A legenda, por sua vez, indica, também em inglês: “AFEGANISTÃO - 27 de MAIO: Doutor Cheysson examinando uma criança no consultório médico da doutora Nilab. Esta criança é uma das que serão enviadas ao Hospital Paris Georges Pompidou para um melhor tratamento de seu caso, em Cabul, no Afeganistão, em 27 de maio de 2003”. As imagens foram registradas por Raphael Gaillarde para a agência Gamma-Rapho via o Getty Images.

A visita da esposa do então presidente francês foi, inclusive, reportada por veículos de comunicação.

Nas fotografias é possível identificar dois médicos: Éric Cheysson e Alain Deloche.
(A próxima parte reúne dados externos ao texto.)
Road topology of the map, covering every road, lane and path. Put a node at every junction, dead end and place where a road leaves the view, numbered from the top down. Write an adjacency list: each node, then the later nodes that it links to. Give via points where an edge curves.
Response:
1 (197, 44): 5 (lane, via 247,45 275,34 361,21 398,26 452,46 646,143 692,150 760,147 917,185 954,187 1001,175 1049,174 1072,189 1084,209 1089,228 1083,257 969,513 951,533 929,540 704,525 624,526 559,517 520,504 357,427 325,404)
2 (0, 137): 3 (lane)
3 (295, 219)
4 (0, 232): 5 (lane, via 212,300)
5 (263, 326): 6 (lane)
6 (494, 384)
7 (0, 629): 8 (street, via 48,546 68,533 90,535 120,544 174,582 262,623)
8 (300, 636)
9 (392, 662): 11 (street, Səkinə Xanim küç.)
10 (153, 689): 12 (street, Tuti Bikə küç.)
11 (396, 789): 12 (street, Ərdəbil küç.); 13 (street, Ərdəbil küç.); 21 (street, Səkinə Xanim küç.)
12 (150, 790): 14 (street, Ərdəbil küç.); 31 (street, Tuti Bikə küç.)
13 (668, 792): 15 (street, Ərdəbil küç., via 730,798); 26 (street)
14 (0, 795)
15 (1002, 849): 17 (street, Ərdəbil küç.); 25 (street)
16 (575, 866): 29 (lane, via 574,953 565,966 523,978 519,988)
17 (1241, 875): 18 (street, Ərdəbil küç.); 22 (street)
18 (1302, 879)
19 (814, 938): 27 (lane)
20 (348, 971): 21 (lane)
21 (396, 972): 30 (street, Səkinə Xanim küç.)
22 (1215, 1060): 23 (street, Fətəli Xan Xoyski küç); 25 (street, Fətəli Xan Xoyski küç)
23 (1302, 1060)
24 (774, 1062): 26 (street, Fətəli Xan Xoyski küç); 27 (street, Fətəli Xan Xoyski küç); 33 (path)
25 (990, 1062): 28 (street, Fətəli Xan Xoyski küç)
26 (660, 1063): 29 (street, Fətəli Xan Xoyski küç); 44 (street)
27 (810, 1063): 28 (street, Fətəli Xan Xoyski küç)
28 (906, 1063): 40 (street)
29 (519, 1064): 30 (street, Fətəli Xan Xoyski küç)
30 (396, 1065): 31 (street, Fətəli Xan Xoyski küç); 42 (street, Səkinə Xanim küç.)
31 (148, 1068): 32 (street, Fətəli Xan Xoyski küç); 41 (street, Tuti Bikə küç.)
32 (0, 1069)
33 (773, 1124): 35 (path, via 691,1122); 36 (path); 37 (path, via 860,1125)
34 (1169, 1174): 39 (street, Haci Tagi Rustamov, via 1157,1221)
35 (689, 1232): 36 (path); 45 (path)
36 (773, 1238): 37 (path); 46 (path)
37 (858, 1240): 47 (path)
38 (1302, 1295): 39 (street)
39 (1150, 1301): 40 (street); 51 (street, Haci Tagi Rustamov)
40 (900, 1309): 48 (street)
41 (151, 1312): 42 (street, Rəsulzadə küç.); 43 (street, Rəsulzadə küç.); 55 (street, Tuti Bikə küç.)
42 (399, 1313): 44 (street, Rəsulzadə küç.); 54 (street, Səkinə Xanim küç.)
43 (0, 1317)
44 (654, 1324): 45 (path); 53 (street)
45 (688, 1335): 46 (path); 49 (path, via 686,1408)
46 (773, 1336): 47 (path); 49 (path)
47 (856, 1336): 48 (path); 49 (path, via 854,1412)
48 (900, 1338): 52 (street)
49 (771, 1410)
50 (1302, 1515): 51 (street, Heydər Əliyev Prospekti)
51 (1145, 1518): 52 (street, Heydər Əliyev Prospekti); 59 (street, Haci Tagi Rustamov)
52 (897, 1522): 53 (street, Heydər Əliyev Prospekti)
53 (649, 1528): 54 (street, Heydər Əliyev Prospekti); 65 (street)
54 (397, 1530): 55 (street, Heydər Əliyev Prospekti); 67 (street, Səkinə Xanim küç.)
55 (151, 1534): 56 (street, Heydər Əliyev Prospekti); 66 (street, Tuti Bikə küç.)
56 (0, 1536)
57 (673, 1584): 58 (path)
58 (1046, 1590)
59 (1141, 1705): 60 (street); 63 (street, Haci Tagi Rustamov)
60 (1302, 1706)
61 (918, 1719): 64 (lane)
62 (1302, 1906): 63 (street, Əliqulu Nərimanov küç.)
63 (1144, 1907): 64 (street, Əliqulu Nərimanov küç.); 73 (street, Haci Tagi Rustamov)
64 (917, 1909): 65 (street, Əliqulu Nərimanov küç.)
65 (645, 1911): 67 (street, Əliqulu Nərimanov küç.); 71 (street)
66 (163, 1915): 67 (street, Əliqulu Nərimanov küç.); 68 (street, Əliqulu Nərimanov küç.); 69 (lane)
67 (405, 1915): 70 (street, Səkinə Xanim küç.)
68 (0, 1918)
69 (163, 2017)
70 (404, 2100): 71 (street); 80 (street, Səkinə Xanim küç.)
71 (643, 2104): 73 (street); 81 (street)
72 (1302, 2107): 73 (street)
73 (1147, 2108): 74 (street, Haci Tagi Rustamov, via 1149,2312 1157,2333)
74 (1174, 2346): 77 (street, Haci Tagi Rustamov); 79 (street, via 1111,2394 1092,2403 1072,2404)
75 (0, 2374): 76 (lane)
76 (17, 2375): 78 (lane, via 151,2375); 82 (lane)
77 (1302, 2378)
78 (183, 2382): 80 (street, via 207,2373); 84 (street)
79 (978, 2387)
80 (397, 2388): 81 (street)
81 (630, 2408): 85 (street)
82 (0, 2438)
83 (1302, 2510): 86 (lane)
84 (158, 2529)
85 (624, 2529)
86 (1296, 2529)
Cheysson é um médico francês especializado em cirurgias torácicas e vasculares. Deloche é cirurgião cardíaco e, junto com Cheysson, fundador da Chaîne de l'Espoir (Cadeia da Esperança, em tradução do francês), uma associação humanitária que ajuda crianças.

A Chaîne de l'Espoir, inclusive, desmentiu as fotos viralizadas em sua conta no Twitter em janeiro de 2019: “Queremos esclarecer a veracidade destas fotos de 2003 que viraram polêmica. Estas crianças afegãs sofriam de insuficiência cardíaca em fase terminal, o que explica as suas barrigas cheias de líquido. Eles foram operados graças à Chaîne de l'Espoir”, diz o tuíte, em tradução livre do francês.
A insuficiência cardíaca pode levar ao acúmulo de líquido no abdômen, como indicou a Chaîne de l’Espoir em seu tuíte, pois o coração não consegue bombear sangue suficiente para atender às necessidades do corpo. Outros locais do corpo que podem ser afetados com a retenção de líquido são pés, tornozelos, pernas, região lombar e fígado, dependendo da quantidade de líquido excedente e dos efeitos da gravidade.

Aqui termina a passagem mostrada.